**Collected data entries:**
----
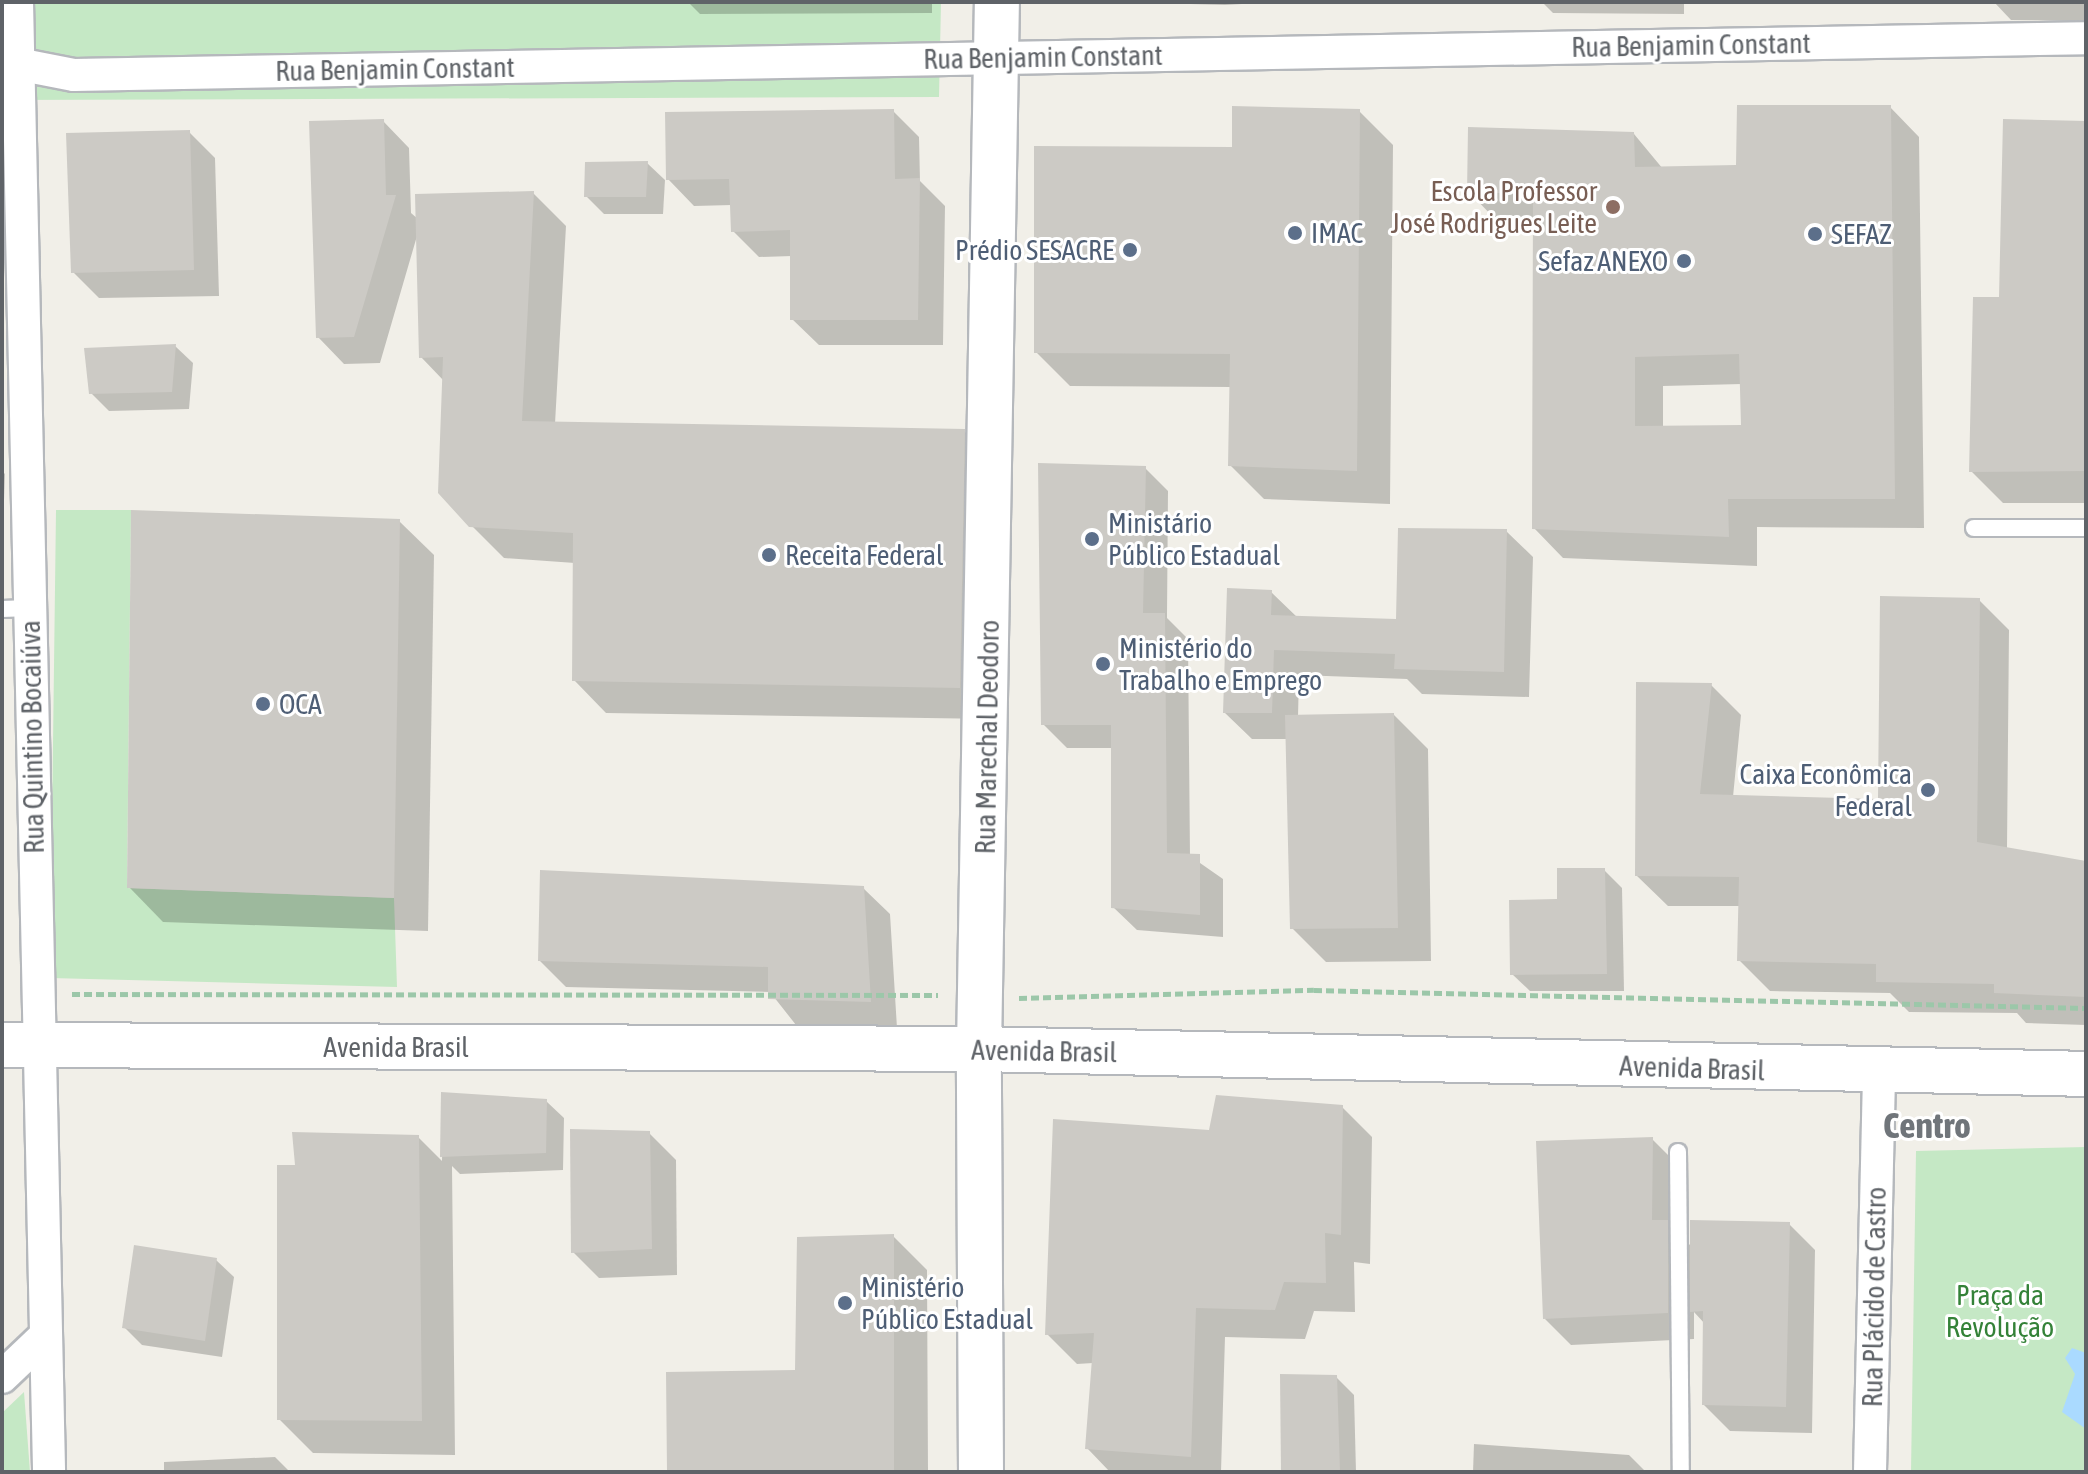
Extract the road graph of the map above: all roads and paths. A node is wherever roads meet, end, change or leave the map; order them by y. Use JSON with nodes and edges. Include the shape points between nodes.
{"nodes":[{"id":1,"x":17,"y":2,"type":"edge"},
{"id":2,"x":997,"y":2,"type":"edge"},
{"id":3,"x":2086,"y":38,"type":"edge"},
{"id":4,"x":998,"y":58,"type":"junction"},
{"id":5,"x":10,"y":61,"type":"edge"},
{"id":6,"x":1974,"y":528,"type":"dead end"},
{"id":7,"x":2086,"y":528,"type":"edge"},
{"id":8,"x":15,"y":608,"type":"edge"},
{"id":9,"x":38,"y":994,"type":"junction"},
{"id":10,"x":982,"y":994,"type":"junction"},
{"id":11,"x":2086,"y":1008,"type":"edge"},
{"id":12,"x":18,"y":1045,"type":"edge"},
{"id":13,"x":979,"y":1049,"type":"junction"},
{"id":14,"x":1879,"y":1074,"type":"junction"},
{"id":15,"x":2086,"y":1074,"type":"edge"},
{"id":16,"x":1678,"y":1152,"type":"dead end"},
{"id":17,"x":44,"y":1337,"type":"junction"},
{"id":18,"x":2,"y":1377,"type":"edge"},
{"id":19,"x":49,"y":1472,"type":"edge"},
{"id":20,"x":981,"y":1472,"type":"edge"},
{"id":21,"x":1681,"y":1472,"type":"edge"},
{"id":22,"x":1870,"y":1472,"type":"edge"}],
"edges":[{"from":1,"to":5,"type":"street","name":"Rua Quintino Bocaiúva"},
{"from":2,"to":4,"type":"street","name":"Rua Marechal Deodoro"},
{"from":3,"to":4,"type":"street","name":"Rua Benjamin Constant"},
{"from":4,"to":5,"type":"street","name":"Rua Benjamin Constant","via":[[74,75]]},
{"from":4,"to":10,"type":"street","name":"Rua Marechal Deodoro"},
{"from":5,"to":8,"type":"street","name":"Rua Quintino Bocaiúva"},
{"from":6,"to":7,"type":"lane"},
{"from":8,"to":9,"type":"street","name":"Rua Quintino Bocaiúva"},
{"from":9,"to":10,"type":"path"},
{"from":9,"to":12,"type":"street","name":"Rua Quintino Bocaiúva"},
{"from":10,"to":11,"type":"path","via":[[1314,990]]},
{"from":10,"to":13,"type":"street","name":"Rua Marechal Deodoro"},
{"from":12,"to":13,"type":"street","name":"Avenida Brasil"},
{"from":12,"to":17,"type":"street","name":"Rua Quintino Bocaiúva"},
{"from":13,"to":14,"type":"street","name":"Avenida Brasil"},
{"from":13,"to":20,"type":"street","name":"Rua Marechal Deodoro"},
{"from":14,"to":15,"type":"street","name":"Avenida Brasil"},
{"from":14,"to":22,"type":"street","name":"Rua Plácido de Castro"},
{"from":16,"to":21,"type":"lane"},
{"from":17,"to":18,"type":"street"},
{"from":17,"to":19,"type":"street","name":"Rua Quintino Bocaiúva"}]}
----
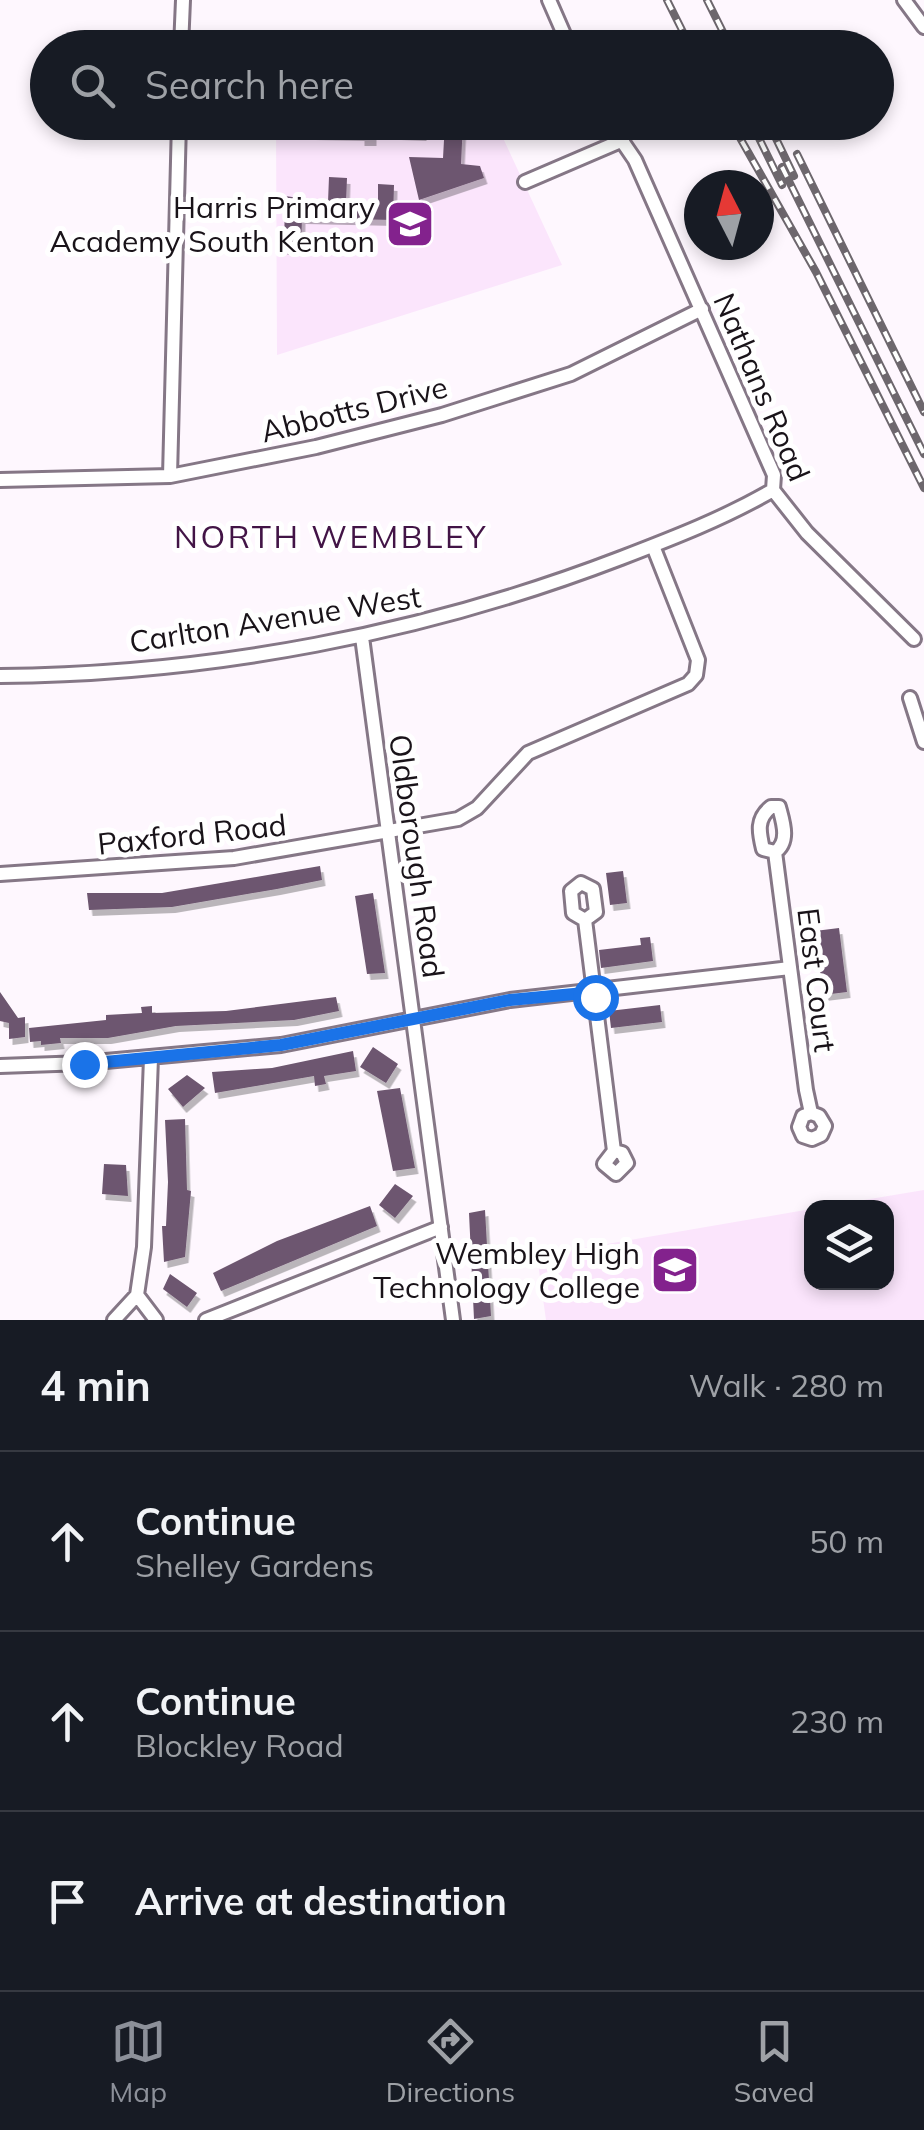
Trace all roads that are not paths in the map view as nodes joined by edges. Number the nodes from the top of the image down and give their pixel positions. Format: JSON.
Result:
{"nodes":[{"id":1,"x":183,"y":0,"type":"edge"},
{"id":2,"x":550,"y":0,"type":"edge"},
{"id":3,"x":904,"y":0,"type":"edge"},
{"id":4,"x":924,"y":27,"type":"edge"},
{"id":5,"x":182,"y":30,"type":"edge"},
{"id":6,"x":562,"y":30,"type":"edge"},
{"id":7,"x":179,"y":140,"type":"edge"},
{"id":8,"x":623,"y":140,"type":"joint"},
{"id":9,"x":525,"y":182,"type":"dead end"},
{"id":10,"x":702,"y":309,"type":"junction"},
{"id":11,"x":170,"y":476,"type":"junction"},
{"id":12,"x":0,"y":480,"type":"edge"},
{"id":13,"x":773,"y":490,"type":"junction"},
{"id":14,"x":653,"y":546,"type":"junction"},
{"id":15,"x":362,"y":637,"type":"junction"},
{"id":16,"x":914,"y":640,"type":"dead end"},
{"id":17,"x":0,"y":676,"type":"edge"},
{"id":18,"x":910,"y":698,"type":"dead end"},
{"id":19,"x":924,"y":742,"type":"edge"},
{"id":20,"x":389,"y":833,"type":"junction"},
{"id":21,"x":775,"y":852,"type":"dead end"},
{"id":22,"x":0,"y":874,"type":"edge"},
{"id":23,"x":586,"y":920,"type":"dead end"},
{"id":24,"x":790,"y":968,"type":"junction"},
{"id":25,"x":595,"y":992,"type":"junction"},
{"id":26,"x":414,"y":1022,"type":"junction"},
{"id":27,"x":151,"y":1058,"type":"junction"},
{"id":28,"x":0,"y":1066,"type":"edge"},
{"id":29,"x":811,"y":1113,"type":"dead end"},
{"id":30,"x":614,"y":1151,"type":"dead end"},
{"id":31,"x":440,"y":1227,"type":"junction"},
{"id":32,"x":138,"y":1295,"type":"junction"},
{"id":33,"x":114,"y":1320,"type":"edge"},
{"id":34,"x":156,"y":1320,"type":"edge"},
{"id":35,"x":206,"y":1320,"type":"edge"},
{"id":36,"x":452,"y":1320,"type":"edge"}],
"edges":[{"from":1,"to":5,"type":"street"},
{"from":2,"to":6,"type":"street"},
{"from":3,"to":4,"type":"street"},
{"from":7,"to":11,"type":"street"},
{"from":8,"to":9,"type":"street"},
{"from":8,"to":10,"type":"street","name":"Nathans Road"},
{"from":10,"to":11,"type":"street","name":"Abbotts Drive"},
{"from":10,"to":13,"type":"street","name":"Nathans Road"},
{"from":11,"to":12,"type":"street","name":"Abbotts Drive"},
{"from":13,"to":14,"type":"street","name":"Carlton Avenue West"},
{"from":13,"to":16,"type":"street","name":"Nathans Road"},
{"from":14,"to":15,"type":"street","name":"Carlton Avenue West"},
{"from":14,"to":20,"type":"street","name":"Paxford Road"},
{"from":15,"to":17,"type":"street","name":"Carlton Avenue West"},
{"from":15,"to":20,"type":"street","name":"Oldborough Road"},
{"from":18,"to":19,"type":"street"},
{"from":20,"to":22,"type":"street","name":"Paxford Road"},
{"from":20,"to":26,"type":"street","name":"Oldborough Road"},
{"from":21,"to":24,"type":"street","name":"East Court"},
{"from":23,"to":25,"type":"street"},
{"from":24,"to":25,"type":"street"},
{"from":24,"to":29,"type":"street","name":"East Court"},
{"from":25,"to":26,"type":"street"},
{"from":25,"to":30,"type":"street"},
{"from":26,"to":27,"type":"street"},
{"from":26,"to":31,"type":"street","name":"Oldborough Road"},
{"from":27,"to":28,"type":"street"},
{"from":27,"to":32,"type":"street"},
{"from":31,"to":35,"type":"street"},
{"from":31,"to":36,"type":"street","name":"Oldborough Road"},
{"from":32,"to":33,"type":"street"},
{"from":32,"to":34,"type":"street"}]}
----
Looking over the records, find each line with the word "Paxford" and copy it.

**Result of this exercise:**
{"from":14,"to":20,"type":"street","name":"Paxford Road"},
{"from":20,"to":22,"type":"street","name":"Paxford Road"},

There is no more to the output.